Campingfreuden
Bereits in den 1950er Jahren hatte die Reisewelle begonnen und den Sommerurlaub in südeuropäischen Ländern, zu verbringen, verhieß Sonne, Sand und Meer satt. Aber auch Ferien auf einheimischen Campingplätzen, an der See oder im Gebirge, waren gefragt. In den 1960er Jahren erlebte der Camping-Urlaub seine Blütezeit. Dabei war seine „Spannweite“ beachtlich. Zwischen Familienurlaub in Italien mit eigenem Auto und Steilwandzelt (dessen Ausrüstung schon erheblichen Komfort bieten konnte) und Fahrradtouren mit 2-Mann-Zelt, Luftmatratze und Maggisuppen im Gepäck (das eher einem survival kit entsprach) lag eine große Bandbreite. Praktisch für jeden Geschmack und Geldbeutel konnte etwas Passendes arrangiert werden.
1963

Die Adria wurde zu einem der Top-Reiseziele. An der Lagune von Venedig gab es bereits Campingplätze mit akzeptablen sanitären Anlagen und Einkaufsmöglichkeiten für den täglichen Bedarf. Der Tagesausflug nach Venedig mit der Fähre war obligatorisch. Man stillte seinen Durst mit köstlichem Kokoswasser und fütterte zwecks Foto für das Familienalbum die Tauben auf dem Markusplatz.

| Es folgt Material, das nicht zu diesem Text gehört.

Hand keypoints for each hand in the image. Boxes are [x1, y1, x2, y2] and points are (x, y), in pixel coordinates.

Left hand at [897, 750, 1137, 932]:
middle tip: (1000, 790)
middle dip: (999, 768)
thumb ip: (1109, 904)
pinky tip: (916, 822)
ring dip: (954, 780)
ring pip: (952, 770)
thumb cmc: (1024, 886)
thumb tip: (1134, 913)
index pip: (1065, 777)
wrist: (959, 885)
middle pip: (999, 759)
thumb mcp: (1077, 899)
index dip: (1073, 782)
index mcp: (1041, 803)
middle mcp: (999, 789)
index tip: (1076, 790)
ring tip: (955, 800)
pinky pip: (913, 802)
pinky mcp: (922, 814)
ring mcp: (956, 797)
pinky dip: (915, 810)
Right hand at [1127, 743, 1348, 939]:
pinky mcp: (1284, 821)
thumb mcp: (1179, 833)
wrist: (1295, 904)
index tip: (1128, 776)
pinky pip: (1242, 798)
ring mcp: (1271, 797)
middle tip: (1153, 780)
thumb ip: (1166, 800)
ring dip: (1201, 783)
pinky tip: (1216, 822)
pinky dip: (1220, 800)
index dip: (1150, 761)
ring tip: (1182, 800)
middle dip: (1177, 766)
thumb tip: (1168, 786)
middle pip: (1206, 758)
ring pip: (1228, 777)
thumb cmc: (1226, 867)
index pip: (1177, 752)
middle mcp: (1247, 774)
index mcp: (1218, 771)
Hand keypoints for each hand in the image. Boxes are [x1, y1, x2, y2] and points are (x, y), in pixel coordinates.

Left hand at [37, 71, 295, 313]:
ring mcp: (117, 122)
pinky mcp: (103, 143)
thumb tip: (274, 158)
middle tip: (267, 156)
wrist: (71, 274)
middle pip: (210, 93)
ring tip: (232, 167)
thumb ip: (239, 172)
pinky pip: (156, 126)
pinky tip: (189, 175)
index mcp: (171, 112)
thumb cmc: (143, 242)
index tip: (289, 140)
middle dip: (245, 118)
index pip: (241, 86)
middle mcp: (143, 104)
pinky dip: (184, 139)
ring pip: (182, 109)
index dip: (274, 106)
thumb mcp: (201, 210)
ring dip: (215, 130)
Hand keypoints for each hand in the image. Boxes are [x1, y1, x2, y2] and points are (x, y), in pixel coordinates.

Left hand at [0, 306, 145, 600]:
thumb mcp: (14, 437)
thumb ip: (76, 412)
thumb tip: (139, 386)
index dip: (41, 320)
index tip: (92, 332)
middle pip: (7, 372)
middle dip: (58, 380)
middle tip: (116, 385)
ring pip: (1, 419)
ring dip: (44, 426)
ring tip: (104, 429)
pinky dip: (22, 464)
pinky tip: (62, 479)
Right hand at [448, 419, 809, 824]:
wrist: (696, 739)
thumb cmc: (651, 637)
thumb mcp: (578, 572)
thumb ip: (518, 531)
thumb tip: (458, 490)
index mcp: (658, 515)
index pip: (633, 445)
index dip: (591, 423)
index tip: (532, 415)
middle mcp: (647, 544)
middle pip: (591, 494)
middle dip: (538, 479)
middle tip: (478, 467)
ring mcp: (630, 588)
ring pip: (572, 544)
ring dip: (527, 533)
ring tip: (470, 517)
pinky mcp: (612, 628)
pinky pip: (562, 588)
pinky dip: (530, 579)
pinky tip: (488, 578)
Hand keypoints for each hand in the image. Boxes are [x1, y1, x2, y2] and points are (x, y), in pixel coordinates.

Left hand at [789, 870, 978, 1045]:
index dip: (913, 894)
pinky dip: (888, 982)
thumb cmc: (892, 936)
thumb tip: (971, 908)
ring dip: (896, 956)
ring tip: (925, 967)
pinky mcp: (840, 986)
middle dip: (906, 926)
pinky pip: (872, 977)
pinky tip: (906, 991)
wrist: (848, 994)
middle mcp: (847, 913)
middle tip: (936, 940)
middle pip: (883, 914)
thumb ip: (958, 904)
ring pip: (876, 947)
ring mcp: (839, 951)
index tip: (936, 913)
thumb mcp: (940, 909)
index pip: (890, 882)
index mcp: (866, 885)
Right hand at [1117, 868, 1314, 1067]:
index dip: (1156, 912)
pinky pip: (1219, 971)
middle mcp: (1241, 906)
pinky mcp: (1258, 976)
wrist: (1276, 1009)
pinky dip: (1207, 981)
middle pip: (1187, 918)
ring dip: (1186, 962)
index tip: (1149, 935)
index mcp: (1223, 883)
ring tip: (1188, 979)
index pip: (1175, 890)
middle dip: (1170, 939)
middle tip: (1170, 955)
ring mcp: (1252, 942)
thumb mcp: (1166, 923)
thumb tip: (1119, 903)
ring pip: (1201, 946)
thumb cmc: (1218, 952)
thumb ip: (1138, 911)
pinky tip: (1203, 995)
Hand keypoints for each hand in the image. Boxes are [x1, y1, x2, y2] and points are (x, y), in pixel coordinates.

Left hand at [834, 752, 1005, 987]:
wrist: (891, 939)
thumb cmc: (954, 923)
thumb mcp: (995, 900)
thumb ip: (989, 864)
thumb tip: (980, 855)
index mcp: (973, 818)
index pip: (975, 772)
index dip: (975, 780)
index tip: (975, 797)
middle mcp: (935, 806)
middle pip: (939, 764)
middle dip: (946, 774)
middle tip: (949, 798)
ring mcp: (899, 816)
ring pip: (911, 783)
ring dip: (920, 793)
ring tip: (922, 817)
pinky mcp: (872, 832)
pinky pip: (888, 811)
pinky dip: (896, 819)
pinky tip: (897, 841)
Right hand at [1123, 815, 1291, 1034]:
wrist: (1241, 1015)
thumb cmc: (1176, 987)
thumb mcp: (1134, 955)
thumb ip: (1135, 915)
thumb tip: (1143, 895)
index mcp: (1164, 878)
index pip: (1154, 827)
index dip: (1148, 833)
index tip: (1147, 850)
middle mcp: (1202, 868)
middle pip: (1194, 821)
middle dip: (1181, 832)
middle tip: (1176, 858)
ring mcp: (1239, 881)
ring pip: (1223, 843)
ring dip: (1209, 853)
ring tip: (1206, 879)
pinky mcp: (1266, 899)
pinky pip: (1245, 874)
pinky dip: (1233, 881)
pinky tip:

Auch die Mutter konnte ihren Urlaub genießen, war aber wie zu Hause für die täglichen Mahlzeiten zuständig. Die Jugend war fast ganztags am Strand beschäftigt und kam nur hin und wieder zum Zelt, vor allem, wenn es Eis oder Melonen gab. Der Haushaltsvorstand räumte seinen Platz auf der Liege, meist Jerry-Cotton-Heftchen lesend, hingegen nur selten.

Im Vergleich dazu war die Fahrradtour mit den Kumpels eine ganz andere, viel zünftigere Sache. Gezeltet wurde in der freien Natur auf einer Wiese am Bach, auf eine Lagerordnung wurde weitgehend verzichtet. Allerdings wurde darauf Wert gelegt, dass der Weg zum nahen Dorf nicht zu weit war. Das dortige Gasthaus bot Unterschlupf bei Regenwetter und genügend Bier für die Skatrunden.

Verschwiegen soll an dieser Stelle auch nicht werden, dass einer der Protagonisten (der mit dem Strohhut) nach mehreren Runden „Escorial Grün“ bei der rasanten Schussfahrt mit den Rädern von der Kneipe zum Zeltplatz seine Brille verlor und für den Rest der Ferientage die weiteren Geschehnisse etwas verschwommen wahrnehmen musste.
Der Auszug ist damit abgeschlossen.